Ask any wine maker and they’ll tell you there’s always more to learn in the game.

Given half a chance, who wouldn’t take up an opportunity to visit some of the world’s oldest grape vines and pick the brains of local vignerons in France?

Canowindra farmer Sam Statham from Rosnay Organic Wines has returned from a trip doing just that.

The farmer and his young family just returned from six weeks overseas, part of his winnings from taking out the 2012 NSW Organic Pioneers Award.

“We did bring back our quota of wine, between five of us!”

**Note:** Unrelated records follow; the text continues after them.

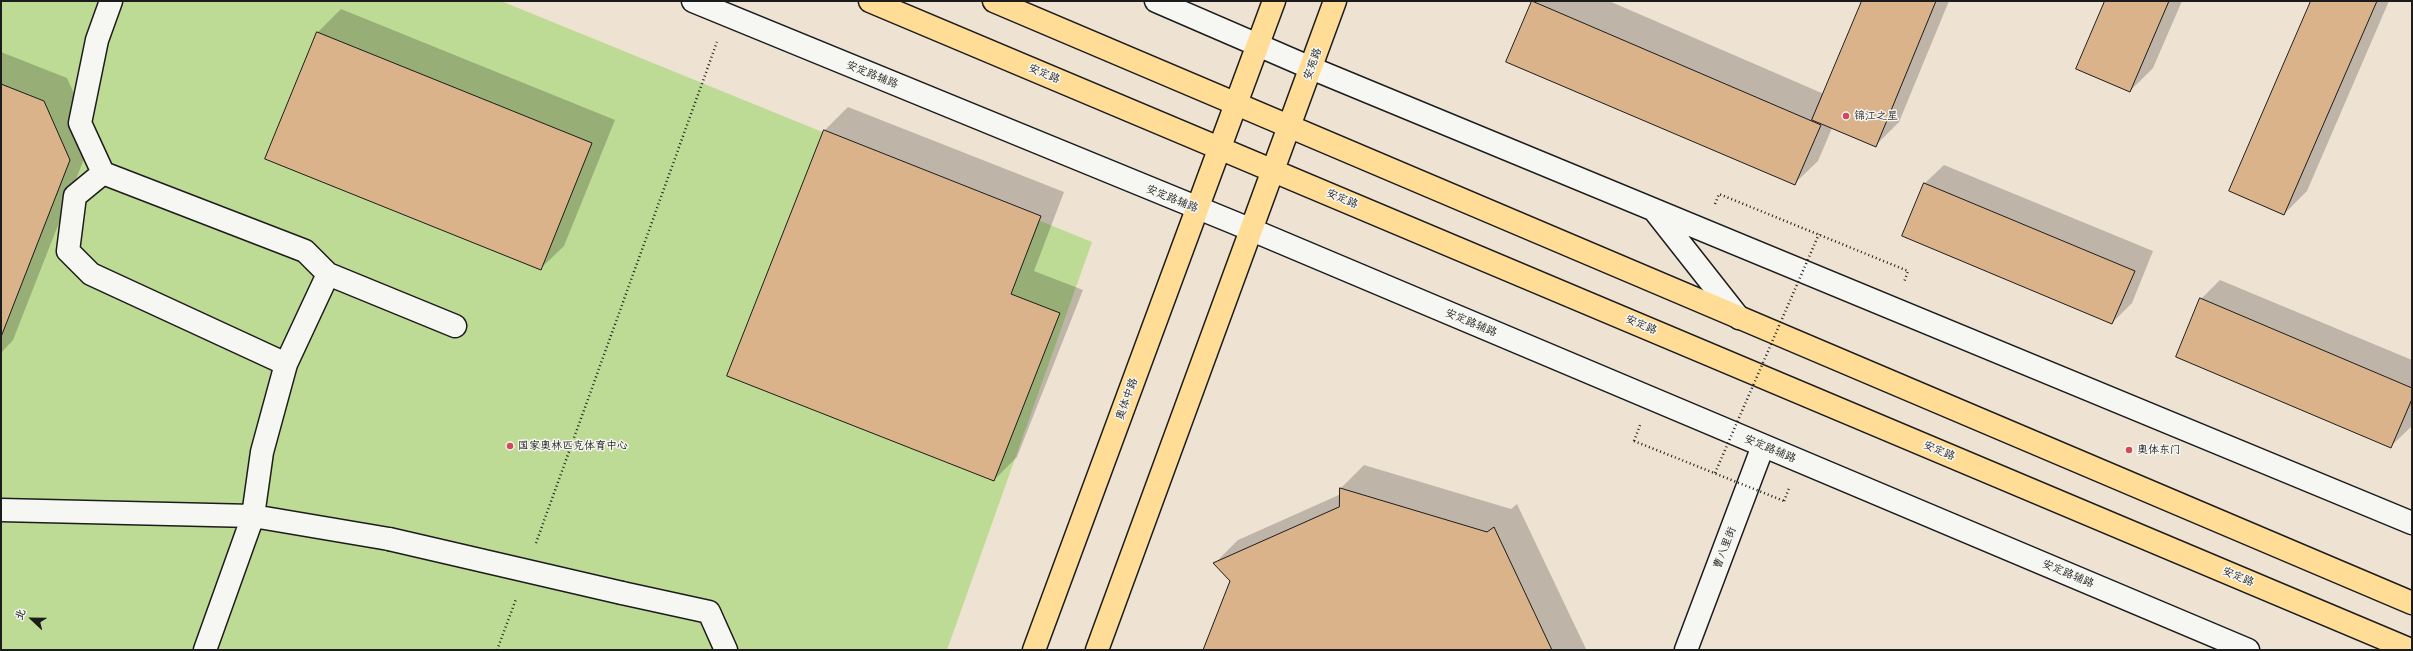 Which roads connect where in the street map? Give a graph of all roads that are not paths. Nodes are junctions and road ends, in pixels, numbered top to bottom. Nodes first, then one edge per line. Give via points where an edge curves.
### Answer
1 (111, 1) edge
2 (693, 1) edge
3 (870, 1) edge
4 (994, 1) edge
5 (1156, 1) edge
6 (1274, 1) edge
7 (1336, 1) edge
8 (1258, 44) junction
9 (1311, 68) junction
10 (1237, 105) junction
11 (1290, 126) junction
12 (1220, 147) junction
13 (1275, 170) junction
14 (103, 173) junction
15 (1196, 209) junction
16 (1653, 210) junction
17 (1252, 230) junction
18 (328, 274) junction
19 (1739, 318) junction
20 (454, 326) dead end
21 (286, 364) junction
22 (1763, 446) junction
23 (1, 510) edge
24 (253, 516) junction
25 (2412, 523) edge
26 (2412, 602) edge
27 (205, 650) edge
28 (726, 650) edge
29 (1034, 650) edge
30 (1097, 650) edge
31 (1686, 650) edge
32 (2248, 650) edge
33 (2411, 650) edge

1 - 14 street via 97,40 80,123
2 - 15 street, 安定路辅路
3 - 12 main road, 安定路
4 - 10 main road
5 - 8 street
6 - 8 main road
7 - 9 main road, 安苑路
8 - 9 street
8 - 10 main road
9 - 11 main road, 安苑路
9 - 16 street
10 - 11 main road
10 - 12 main road, 奥体中路
11 - 13 main road, 安苑路
11 - 19 main road
12 - 13 main road, 安定路
12 - 15 main road, 奥体中路
13 - 17 main road
13 - 33 main road, 安定路
14 - 18 street via 304,252
14 - 21 street via 75,196 68,251 91,274
15 - 17 street, 安定路辅路
15 - 29 main road, 奥体中路
16 - 19 street
16 - 25 street
17 - 22 street, 安定路辅路
17 - 30 main road
18 - 20 street
18 - 21 street
19 - 26 main road
21 - 24 street via 262,452
22 - 31 street, 曹八里街
22 - 32 street, 安定路辅路
23 - 24 street
24 - 27 street
24 - 28 street, bridge via 389,539 709,612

As for how he won the award, Mr Statham attributed the win to some “fairly unusual things” tried on their farm.

It’s a business that’s been in operation for between fifteen and sixteen years and has worked with neighbouring growers in the region and is part of a group of organic growers.

“Our latest program is using sheep for weed control. Weeds are our biggest issue so we’re aiming to find ways to manage them naturally and with low input.

“These days, you’ve got to reduce your costs and sheep are free labour…I think that might have been a part of it, it’s a technique that’s growing amongst non-organic vignerons as well.